GIVEN ENTRIES START

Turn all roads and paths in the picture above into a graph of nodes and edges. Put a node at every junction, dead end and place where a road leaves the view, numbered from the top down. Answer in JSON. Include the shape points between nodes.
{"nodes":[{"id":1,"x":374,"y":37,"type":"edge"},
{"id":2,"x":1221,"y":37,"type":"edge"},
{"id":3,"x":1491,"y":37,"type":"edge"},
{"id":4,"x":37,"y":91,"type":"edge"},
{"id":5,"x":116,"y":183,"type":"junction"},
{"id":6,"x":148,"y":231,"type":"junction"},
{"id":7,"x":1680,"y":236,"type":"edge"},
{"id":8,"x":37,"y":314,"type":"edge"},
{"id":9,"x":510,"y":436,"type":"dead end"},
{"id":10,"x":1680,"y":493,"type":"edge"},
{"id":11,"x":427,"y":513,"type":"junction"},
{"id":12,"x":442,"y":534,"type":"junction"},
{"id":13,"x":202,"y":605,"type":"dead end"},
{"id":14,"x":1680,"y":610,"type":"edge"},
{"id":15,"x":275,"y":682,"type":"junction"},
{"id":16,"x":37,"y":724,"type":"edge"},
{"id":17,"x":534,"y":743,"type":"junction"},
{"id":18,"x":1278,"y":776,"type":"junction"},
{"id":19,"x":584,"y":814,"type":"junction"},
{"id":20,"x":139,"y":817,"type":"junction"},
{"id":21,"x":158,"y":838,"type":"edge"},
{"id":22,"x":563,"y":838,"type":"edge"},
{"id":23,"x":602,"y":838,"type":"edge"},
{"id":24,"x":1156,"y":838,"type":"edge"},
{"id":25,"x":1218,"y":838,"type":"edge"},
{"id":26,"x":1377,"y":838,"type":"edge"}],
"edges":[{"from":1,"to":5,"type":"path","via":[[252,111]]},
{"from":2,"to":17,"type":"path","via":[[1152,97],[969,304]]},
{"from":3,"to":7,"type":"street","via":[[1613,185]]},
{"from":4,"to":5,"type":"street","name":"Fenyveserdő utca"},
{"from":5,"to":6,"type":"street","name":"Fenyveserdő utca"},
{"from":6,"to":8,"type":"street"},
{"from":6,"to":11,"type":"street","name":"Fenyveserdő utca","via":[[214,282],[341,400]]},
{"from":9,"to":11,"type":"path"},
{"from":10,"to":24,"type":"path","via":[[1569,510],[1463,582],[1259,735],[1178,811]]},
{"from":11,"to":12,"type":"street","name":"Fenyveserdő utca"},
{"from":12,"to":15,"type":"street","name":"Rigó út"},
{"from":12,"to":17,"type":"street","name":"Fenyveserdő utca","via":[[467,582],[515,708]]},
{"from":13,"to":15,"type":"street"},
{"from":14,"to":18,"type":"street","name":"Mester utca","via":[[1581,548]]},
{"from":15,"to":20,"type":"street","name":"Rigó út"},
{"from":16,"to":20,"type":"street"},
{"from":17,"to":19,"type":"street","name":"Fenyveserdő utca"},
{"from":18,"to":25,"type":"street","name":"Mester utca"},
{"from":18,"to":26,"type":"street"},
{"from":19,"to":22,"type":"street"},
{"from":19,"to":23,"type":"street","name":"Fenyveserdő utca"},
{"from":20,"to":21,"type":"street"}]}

GIVEN ENTRIES END

EXERCISE BRIEF → Return only the number of lines in the data that hold the string "dead".

REPLY TO THE TASK → 3